US 12,346,115 B2
	Method and system for modelling and control partially measurable systems
Diego Romeres, Boston, MA (US); Fabio Amadio, Padua (IT); Alberto Dalla Libera, Padua (IT); Riccardo Antonello, Padua (IT); Ruggero Carli, Padua (IT); and Daniel Nikovski, Brookline, MA (US)
Assigned to Mitsubishi Electric Research Laboratories, Inc., Cambridge, MA (US)
Filed by Mitsubishi Electric Research Laboratories, Inc., Cambridge, MA (US)
Filed on Dec. 4, 2020, as Appl. No. 17/112,531.
Prior Publication US 2022/0179419 A1, Jun. 9, 2022
Int. Cl. G05D 1/00 (2024.01); B60W 10/08 (2006.01); B60W 10/22 (2006.01); B60W 30/00 (2006.01); G05B 13/02 (2006.01)
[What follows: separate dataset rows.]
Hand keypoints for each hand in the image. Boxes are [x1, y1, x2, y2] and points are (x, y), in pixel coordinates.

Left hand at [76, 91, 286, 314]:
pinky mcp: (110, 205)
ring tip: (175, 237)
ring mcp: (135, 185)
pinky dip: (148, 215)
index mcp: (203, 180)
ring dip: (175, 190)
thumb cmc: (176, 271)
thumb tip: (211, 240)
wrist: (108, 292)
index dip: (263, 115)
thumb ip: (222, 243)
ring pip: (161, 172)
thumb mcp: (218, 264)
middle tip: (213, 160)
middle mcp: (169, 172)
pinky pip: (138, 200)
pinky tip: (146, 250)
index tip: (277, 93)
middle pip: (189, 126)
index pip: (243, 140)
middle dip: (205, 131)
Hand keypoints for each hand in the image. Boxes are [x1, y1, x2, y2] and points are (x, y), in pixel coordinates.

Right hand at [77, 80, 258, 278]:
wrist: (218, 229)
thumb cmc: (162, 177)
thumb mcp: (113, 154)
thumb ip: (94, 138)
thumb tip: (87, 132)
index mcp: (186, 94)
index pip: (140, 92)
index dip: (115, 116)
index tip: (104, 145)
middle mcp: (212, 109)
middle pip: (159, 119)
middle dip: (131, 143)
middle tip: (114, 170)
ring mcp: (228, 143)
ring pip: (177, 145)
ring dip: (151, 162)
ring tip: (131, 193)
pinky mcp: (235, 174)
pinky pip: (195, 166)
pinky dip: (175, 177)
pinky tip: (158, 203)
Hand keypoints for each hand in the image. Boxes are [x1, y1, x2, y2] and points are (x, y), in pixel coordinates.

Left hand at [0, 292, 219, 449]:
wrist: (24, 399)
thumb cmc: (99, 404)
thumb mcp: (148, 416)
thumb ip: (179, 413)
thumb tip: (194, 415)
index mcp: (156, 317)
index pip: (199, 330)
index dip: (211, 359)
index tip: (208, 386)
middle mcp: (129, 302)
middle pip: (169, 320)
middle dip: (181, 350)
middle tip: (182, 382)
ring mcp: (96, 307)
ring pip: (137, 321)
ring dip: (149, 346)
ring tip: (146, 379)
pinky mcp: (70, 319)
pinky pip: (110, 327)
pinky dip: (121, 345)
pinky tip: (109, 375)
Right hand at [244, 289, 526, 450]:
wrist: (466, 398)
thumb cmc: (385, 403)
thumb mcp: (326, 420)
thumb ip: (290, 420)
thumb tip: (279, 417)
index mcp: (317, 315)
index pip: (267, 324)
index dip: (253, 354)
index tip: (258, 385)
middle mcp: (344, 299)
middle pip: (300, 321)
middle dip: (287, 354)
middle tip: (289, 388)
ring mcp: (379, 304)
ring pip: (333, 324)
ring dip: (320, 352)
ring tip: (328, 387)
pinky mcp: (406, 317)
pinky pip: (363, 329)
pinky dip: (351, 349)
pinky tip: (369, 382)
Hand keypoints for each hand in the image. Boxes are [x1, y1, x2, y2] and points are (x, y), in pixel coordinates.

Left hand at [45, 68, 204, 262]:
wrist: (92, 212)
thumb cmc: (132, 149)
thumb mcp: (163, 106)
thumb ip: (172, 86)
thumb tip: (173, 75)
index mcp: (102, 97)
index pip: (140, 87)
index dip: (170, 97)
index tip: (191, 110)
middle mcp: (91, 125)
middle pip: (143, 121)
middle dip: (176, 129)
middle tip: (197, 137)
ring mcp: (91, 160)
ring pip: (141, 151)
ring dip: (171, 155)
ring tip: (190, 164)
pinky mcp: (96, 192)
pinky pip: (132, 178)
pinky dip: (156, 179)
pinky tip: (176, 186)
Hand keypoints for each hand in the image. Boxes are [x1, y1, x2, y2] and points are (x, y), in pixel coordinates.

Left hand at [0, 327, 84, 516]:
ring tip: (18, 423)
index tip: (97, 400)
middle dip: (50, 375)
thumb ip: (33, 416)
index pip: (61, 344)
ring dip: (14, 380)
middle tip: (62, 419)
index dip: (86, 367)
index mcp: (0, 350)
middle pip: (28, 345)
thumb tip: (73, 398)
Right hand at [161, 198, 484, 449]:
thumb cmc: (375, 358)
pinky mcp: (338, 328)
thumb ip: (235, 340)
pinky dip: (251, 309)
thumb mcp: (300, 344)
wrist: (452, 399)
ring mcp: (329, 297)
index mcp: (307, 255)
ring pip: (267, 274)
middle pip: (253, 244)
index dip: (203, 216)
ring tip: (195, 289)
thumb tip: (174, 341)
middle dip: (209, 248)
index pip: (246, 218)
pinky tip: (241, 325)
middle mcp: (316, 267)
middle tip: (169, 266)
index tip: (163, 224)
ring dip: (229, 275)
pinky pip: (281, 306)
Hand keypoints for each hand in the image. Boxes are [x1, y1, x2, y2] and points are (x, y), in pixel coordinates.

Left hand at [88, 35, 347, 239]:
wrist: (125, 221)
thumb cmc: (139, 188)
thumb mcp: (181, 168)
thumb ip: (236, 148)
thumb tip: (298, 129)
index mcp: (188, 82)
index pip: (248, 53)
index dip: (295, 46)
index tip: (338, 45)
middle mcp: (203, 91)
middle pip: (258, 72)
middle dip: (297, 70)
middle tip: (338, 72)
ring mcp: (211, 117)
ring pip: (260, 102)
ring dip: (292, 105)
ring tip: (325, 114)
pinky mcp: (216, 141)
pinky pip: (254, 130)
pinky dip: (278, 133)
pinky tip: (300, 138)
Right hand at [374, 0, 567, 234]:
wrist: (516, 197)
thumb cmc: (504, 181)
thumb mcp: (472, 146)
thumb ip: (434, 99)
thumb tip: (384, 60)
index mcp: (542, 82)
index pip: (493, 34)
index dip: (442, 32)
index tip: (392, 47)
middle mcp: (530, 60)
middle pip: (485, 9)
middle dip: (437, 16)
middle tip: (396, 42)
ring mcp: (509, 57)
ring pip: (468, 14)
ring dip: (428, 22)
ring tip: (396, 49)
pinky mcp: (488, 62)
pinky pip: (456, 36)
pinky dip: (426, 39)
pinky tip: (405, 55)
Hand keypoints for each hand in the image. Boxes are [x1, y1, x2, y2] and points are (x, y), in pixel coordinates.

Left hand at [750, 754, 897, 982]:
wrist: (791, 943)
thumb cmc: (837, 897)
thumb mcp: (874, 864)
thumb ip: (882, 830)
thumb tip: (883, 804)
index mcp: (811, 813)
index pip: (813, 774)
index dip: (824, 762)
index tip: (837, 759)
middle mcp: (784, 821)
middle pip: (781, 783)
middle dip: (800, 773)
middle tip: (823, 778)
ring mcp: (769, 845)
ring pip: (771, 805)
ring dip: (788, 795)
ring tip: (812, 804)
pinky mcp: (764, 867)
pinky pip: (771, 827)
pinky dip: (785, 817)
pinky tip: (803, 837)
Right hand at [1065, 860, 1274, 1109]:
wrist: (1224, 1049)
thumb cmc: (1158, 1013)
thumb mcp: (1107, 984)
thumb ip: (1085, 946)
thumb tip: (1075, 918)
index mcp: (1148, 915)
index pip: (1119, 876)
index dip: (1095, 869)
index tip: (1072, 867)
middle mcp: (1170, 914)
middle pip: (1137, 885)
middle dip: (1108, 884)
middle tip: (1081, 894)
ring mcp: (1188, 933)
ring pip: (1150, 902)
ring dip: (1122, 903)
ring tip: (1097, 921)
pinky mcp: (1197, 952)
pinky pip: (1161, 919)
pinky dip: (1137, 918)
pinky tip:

CPC G05D 1/021 (2013.01) [B60W 10/22 (2013.01); B60W 30/00 (2013.01); G05B 13/0265 (2013.01); B60W 10/08 (2013.01)]

13 Claims

1. A controller for controlling motion of a vehicle system, comprising:

an interface operatively coupled to the vehicle system, wherein the interface is configured to acquire a motion state of the vehicle system and a measurement state via one or more motion sensors measuring the vehicle system;

a memory configured to store computer-executable program modules including a first model learning module and a policy learning module;

a processor configured to perform steps of the computer-executable program modules, the steps include:

offline-modeling to generate offline states based on the motion state of the vehicle system and the measurement state using a model learning program, wherein the model learning program is configured to consider at least one of a squared exponential (SE) kernel and a multiplicative polynomial (MP) kernel or a semi-parametrical (SP) kernel to model the evolution of the vehicle system,

wherein the SE kernel and the MP kernel use the Gaussian Process Regression (GPR) with Gaussian Processes (GP) input for model learning, wherein the GP input includes the motion state and an input of the vehicle system measured by the one or more motion sensors,

wherein the first model learning module includes an offline estimator and a second model learning module, wherein the offline state estimator estimates and provides the offline states to the second model learning module,

wherein the policy learning module generates Monte Carlo (MC) based particles, wherein the MC based particles are obtained by sampling from a probability distribution using a Monte Carlo approach to estimate expected cumulative cost from particle trajectories propagated through a learned model, and includes a model of an online estimator configured to generate particle online estimates based on particle measurements and prior particle online estimates, wherein the particle online estimates correspond to an approximation of the particle measurements;

providing the offline states to the policy learning module to generate policy parameters used in the MC based particles; and

updating the policy of the vehicle system to operate the vehicle system based on the generated policy parameters.